→ GOAL OF THE EXERCISE:
Repeat exactly the lines from the line containing "Digitize the connectivity of all" to the last line of the listing, including both.

+++

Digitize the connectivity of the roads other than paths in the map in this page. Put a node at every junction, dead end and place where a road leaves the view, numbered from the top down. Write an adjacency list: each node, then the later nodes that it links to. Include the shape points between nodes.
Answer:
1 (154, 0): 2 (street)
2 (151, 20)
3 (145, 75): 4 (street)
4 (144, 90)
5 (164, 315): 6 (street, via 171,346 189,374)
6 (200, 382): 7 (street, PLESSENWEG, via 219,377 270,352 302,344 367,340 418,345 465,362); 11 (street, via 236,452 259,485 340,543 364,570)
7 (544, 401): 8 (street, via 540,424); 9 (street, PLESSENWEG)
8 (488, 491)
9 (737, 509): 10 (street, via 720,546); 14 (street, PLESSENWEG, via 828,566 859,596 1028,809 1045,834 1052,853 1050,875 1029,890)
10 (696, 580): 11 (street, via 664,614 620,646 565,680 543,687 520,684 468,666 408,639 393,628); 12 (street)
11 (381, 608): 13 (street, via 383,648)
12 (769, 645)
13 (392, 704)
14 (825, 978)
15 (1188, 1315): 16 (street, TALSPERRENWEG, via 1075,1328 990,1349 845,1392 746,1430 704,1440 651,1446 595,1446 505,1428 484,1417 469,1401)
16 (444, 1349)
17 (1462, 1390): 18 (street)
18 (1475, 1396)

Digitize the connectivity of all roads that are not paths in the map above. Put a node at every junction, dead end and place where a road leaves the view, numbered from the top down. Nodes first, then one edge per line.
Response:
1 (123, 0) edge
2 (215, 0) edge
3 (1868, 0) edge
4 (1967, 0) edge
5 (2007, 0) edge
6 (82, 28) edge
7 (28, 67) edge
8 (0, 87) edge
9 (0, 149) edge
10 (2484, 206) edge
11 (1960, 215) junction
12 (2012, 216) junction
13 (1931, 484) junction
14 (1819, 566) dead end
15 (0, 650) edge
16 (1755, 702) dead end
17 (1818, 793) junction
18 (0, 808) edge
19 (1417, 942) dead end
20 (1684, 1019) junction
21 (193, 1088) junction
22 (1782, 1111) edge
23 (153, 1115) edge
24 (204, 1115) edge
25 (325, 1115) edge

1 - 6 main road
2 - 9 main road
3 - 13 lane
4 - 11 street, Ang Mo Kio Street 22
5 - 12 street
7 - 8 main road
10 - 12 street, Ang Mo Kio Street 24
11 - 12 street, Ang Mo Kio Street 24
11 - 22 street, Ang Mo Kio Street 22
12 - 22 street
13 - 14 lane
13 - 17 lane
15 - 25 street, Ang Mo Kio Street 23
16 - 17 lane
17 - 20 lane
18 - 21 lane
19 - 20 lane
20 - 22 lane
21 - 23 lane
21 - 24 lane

+++

→ EXERCISE ANSWER:
Digitize the connectivity of all roads that are not paths in the map above. Put a node at every junction, dead end and place where a road leaves the view, numbered from the top down. Nodes first, then one edge per line.
Response:
1 (123, 0) edge
2 (215, 0) edge
3 (1868, 0) edge
4 (1967, 0) edge
5 (2007, 0) edge
6 (82, 28) edge
7 (28, 67) edge
8 (0, 87) edge
9 (0, 149) edge
10 (2484, 206) edge
11 (1960, 215) junction
12 (2012, 216) junction
13 (1931, 484) junction
14 (1819, 566) dead end
15 (0, 650) edge
16 (1755, 702) dead end
17 (1818, 793) junction
18 (0, 808) edge
19 (1417, 942) dead end
20 (1684, 1019) junction
21 (193, 1088) junction
22 (1782, 1111) edge
23 (153, 1115) edge
24 (204, 1115) edge
25 (325, 1115) edge

1 - 6 main road
2 - 9 main road
3 - 13 lane
4 - 11 street, Ang Mo Kio Street 22
5 - 12 street
7 - 8 main road
10 - 12 street, Ang Mo Kio Street 24
11 - 12 street, Ang Mo Kio Street 24
11 - 22 street, Ang Mo Kio Street 22
12 - 22 street
13 - 14 lane
13 - 17 lane
15 - 25 street, Ang Mo Kio Street 23
16 - 17 lane
17 - 20 lane
18 - 21 lane
19 - 20 lane
20 - 22 lane
21 - 23 lane
21 - 24 lane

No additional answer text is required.